Una organizzazione di tipo “svizzero” permette di gestire con precisione una mole enorme di eventi: quindi mentre il jazzofilo incallito può gustarsi i momenti culturali al Collegio Papio con la mostra curata dall’Archivio svizzero del Jazz sul ruolo delle donne nello swing o visitare uno shop dove si trova ogni genere di memorabilia, delinquenziale per le tasche dell’appassionato, il pomeriggio abbiamo la Kids Parade e la sera i ragazzi si divertono con la coetanea Nina Attal, francese tutto pepe blues di soli diciannove anni.
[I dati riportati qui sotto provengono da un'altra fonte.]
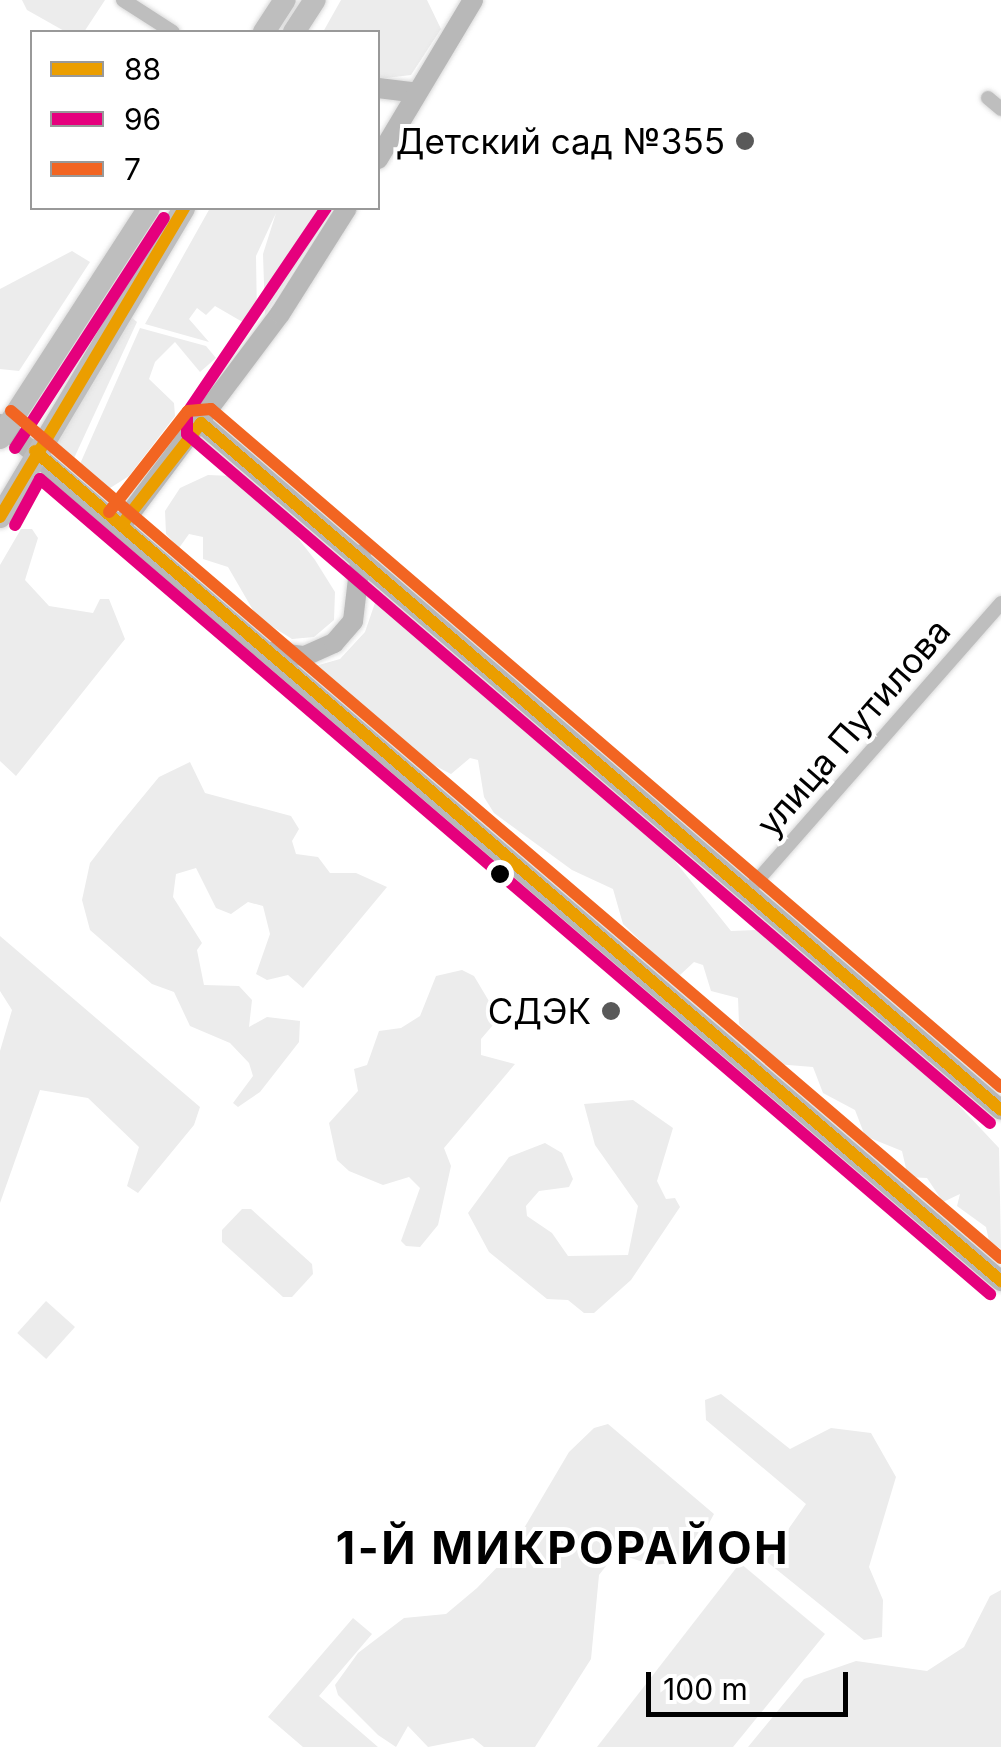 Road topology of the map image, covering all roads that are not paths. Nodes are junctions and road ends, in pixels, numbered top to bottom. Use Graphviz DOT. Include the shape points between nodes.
graph roads {
  1 [pos="123,0"];
  2 [pos="285,0"];
  3 [pos="316,0"];
  4 [pos="473,0"];
  5 [pos="170,30"];
  6 [pos="265,30"];
  7 [pos="295,30"];
  8 [pos="380,88"];
  9 [pos="417,93"];
  10 [pos="988,98"];
  11 [pos="1001,108"];
  12 [pos="380,156"];
  13 [pos="149,210"];
  14 [pos="183,210"];
  15 [pos="346,210"];
  16 [pos="201,423"];
  17 [pos="2,430"];
  18 [pos="35,451"];
  19 [pos="0,517"];
  20 [pos="122,523"];
  21 [pos="361,554"];
  22 [pos="1001,603"];
  23 [pos="272,652"];
  24 [pos="749,890"];
  25 [pos="1001,1110"];
  26 [pos="1001,1281"];
  1 -- 5 [label="street"];
  2 -- 6 [label="main road"];
  3 -- 7 [label="main road"];
  4 -- 9 [label="main road"];
  8 -- 9 [label="main road"];
  9 -- 12 [label="main road"];
  10 -- 11 [label="street"];
  13 -- 17 [label="main road"];
  14 -- 18 [label="main road"];
  15 -- 16 [label="main road"];
  16 -- 20 [label="main road"];
  16 -- 21 [label="main road"];
  17 -- 18 [label="main road"];
  18 -- 19 [label="main road"];
  18 -- 20 [label="main road"];
  20 -- 23 [label="main road"];
  21 -- 23 [label="main road" via="354,621 334,643 304,656"];
  21 -- 24 [label="main road"];
  22 -- 24 [label="street, улица Путилова"];
  23 -- 26 [label="main road"];
  24 -- 25 [label="main road"];
}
Certo la stampa la presenta come guitar hero e questo non giova. Col suo gruppo propone una versione europea di Jamiroquai e la cosa, vista in tali funkeggianti termini, non dispiace. Nina ha una invidiabile faccia tosta nel tenere il palco e la chitarra!
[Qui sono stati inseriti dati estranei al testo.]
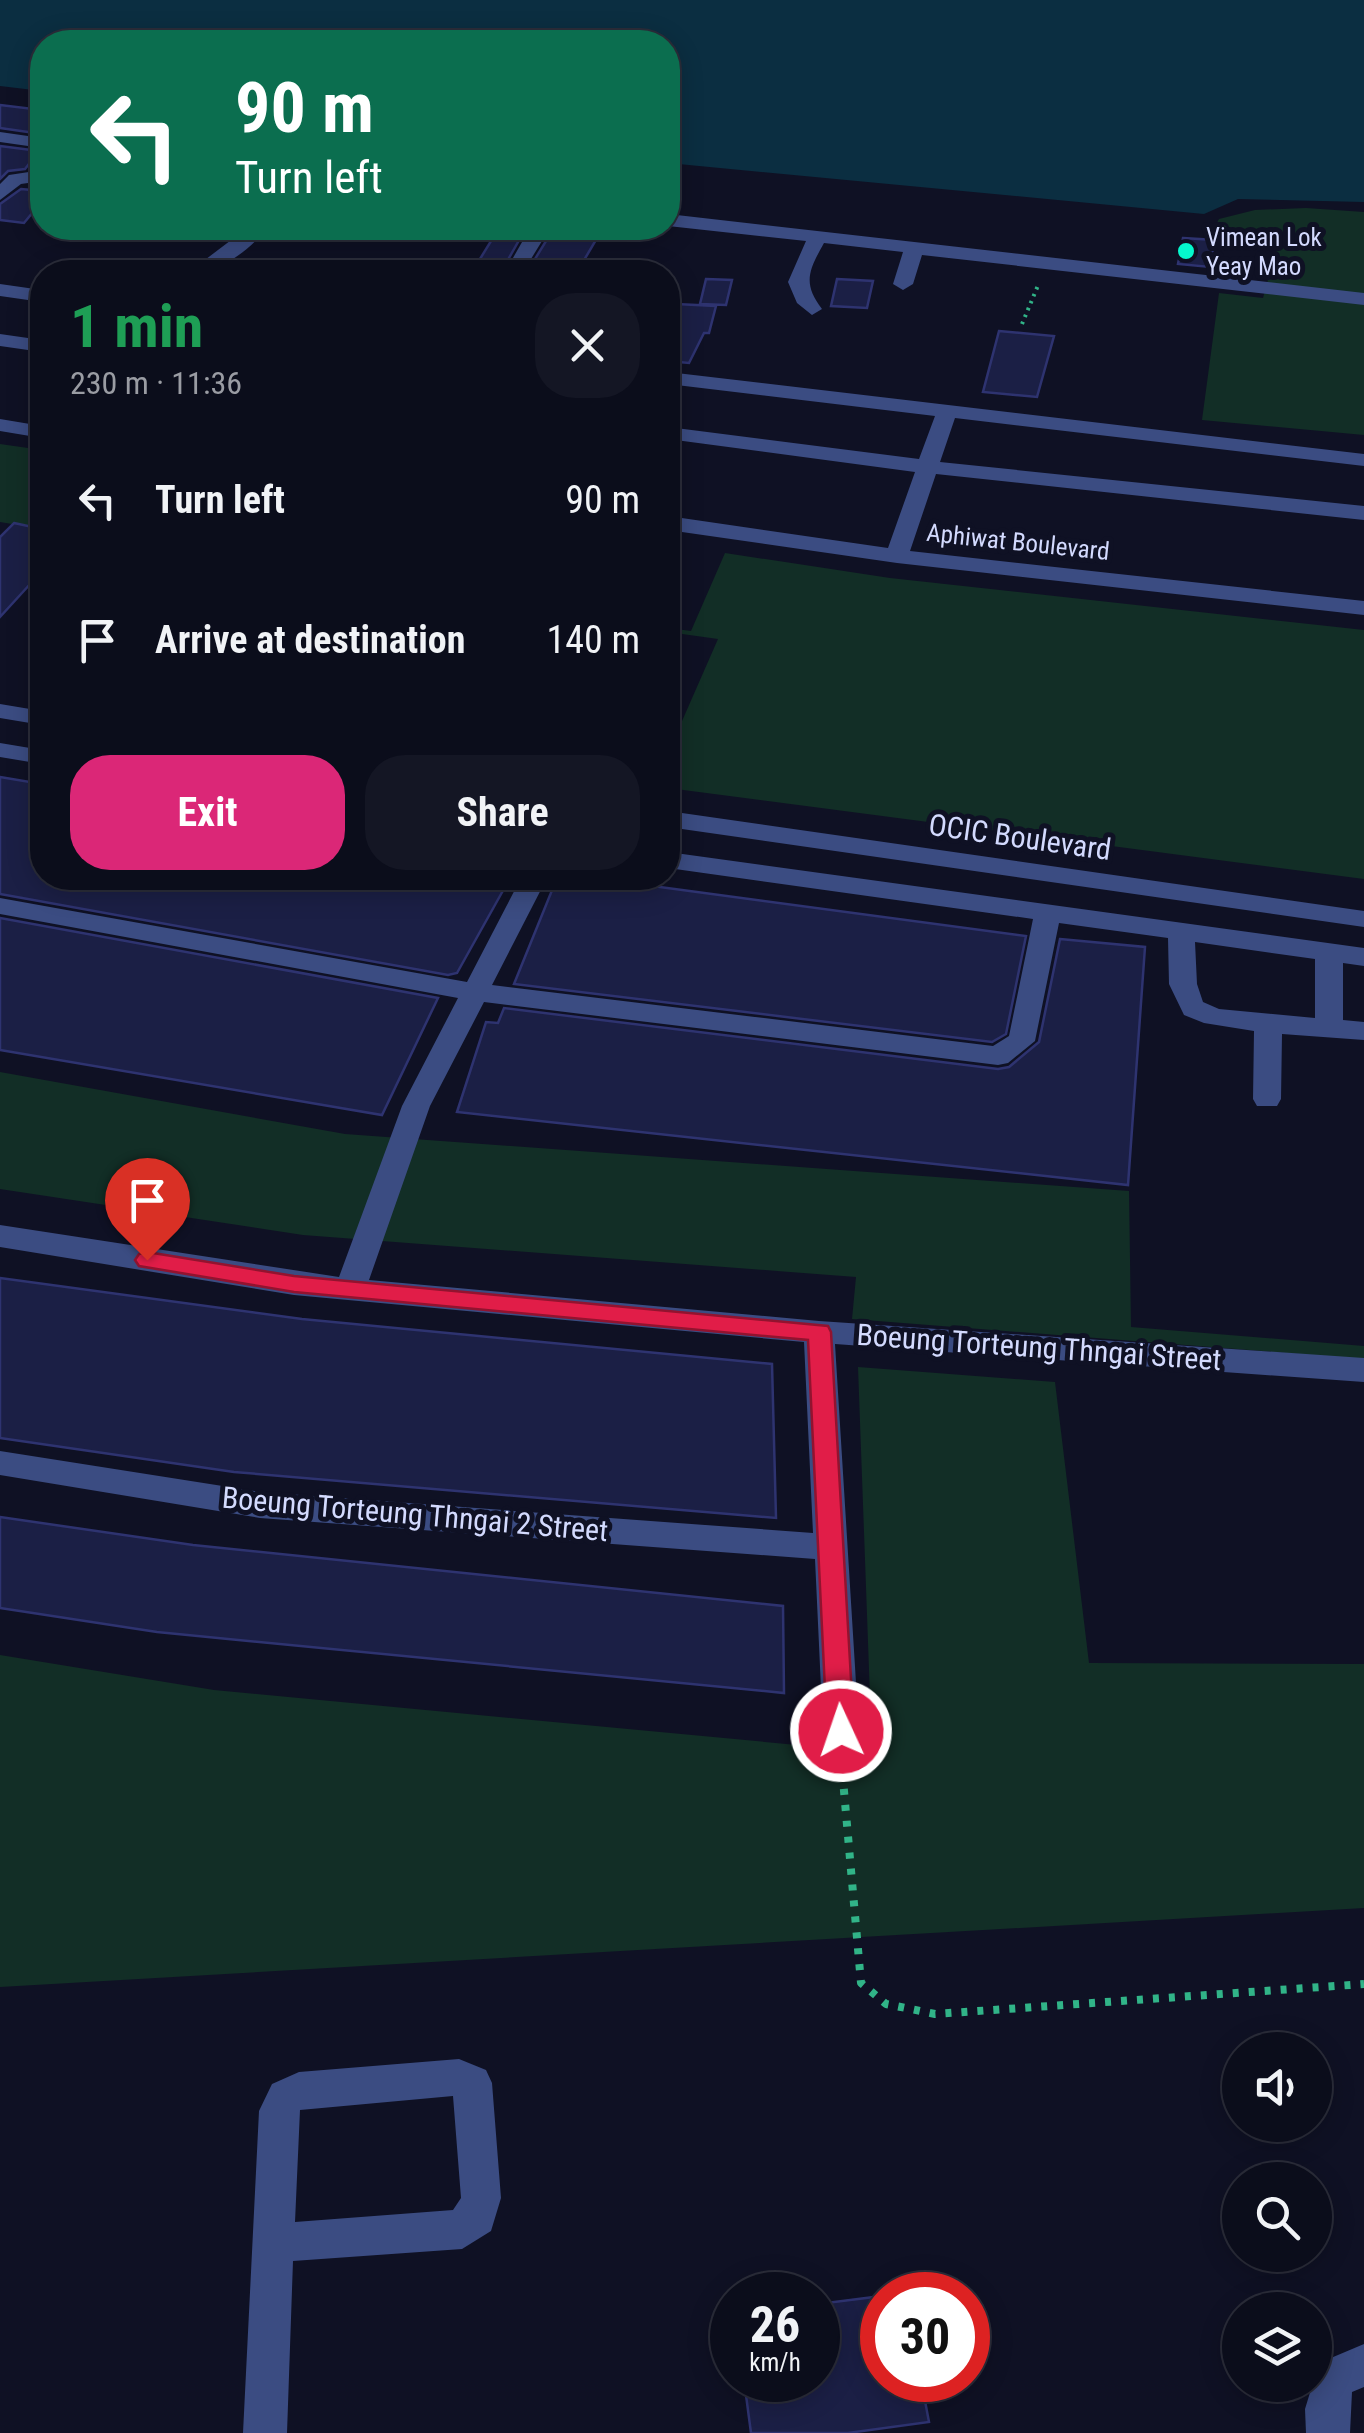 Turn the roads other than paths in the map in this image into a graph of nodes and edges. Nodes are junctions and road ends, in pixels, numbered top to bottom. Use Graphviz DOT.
graph roads {
  1 [pos="0,137"];
  2 [pos="30,141"];
  3 [pos="30,177"];
  4 [pos="0,194"];
  5 [pos="680,221"];
  6 [pos="818,238"];
  7 [pos="247,240"];
  8 [pos="914,248"];
  9 [pos="217,260"];
  10 [pos="903,284"];
  11 [pos="0,290"];
  12 [pos="30,294"];
  13 [pos="1364,299"];
  14 [pos="812,308"];
  15 [pos="0,340"];
  16 [pos="30,344"];
  17 [pos="680,380"];
  18 [pos="946,413"];
  19 [pos="0,426"];
  20 [pos="30,430"];
  21 [pos="680,435"];
  22 [pos="1364,460"];
  23 [pos="927,467"];
  24 [pos="1364,513"];
  25 [pos="680,526"];
  26 [pos="897,556"];
  27 [pos="1364,608"];
  28 [pos="0,711"];
  29 [pos="30,716"];
  30 [pos="0,750"];
  31 [pos="30,755"];
  32 [pos="680,821"];
  33 [pos="680,862"];
  34 [pos="528,890"];
  35 [pos="0,906"];
  36 [pos="1046,915"];
  37 [pos="1364,919"];
  38 [pos="1180,934"];
  39 [pos="1329,953"];
  40 [pos="1364,957"];
  41 [pos="476,992"];
  42 [pos="1268,1024"];
  43 [pos="1329,1029"];
  44 [pos="1364,1031"];
  45 [pos="1267,1100"];
  46 [pos="0,1236"];
  47 [pos="350,1289"];
  48 [pos="819,1332"];
  49 [pos="1364,1370"];
  50 [pos="0,1463"];
  51 [pos="832,1548"];
  52 [pos="841,1731"];
  53 [pos="274,2244"];
  54 [pos="1364,2365"];
  55 [pos="266,2433"];
  56 [pos="1328,2433"];
  1 -- 2 [label="street"];
  3 -- 4 [label="street"];
  5 -- 6 [label="street"];
  6 -- 8 [label="street"];
  6 -- 14 [label="street"];
  7 -- 9 [label="street"];
  8 -- 10 [label="street"];
  8 -- 13 [label="street"];
  11 -- 12 [label="street"];
  15 -- 16 [label="street"];
  17 -- 18 [label="street"];
  18 -- 22 [label="street"];
  18 -- 23 [label="street"];
  19 -- 20 [label="street"];
  21 -- 23 [label="street"];
  23 -- 24 [label="street"];
  23 -- 26 [label="street"];
  25 -- 26 [label="street, Aphiwat Boulevard"];
  26 -- 27 [label="street, Aphiwat Boulevard"];
  28 -- 29 [label="street"];
  30 -- 31 [label="street"];
  32 -- 37 [label="street, OCIC Boulevard"];
  33 -- 36 [label="street"];
  34 -- 41 [label="street"];
  35 -- 41 [label="street"];
  36 -- 38 [label="street"];
  36 -- 41 [label="street"];
  38 -- 39 [label="street"];
  38 -- 42 [label="street"];
  39 -- 40 [label="street"];
  39 -- 43 [label="street"];
  41 -- 47 [label="street"];
  42 -- 43 [label="street"];
  42 -- 45 [label="street"];
  43 -- 44 [label="street"];
  46 -- 47 [label="street, Boeung Torteung Thngai Street"];
  47 -- 48 [label="street, Boeung Torteung Thngai Street"];
  48 -- 49 [label="street, Boeung Torteung Thngai Street"];
  48 -- 51 [label="street"];
  50 -- 51 [label="street, Boeung Torteung Thngai 2 Street"];
  51 -- 52 [label="street"];
  53 -- 53 [label="street"];
  53 -- 55 [label="street"];
  54 -- 56 [label="street"];
}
Durante il Festival viene assegnato lo Swiss Jazz Award. Di nuovo un critico maligno potrebbe obiettare: oh, di nuovo un premio! E di nuovo, io sono d’accordo. Però anche qui si possono aggiungere due cose: la prima è che vota il pubblico, dopo aver potuto ascoltare i gruppi e gli artisti esibirsi più volte durante il festival e in uno scontro diretto finale. La seconda è che si possono fare scoperte interessanti, meno mediate dall’establishment. Come il chitarrista luganese Sandro Schneebeli con il suo Boogaloo Quartet. Questo gruppo – come da nome – si presenta con quella variante dello organ trio arricchita di sassofono che popolò i cataloghi Prestige e Blue Note nei primissimi anni Sessanta. Erano gruppi che proponevano un jazz soul ad alta intensità ritmica. Una musica che prima di chiamarsi funk mischiava soul, jazz, r&b, boogaloo e latin. I nomi nobili (anche per il loro pedigree jazz) erano quelli di Jimmy Smith all’organo o Wes Montgomery e Kenny Burrell alla chitarra. Sandro Schneebeli come solistica non ha paura di misurarsi con i licks chitarristici blues del periodo, con uscite degne di un Grant Green o di misconosciuti eroi del genere come Billy Butler e Melvin Sparks. Il sassofonista del gruppo ha il suono secco di Stanley Turrentine o del dimenticato Houston Person. L’organista – spesso su di giri – ha ascoltato Jack McDuff e Richard “Groove” Holmes. Se la moda acid jazz per i rare grooves di qualche anno fa ha portato a saccheggiare i cataloghi di quel periodo non si può dire che invece vi sia stato un recupero di questa musica sul versante live. L’inglese James Taylor rimane un caso isolato e inoltre il repertorio non è lo stesso.


Con la testa ormai immersa in un mondo di note si prosegue il giro. Ovviamente i concerti di mezzanotte e le jam accontentano i nottambuli, ma per gli assetati perenni di musica il centro storico di Ascona offre anche concerti mattutini e all’ora di pranzo, tra bar e ristoranti accoglienti. Tutto questo dixieland e questo swing giocoso en plain air: impossibile resistere all’impressione di vivere in una pellicola di Woody Allen. Ma se la musica diventa una colonna sonora e una passeggiata un piccolo film, forse allora JazzAscona ha saputo donare qualcosa di magico agli spettatori… e non compreso nel biglietto!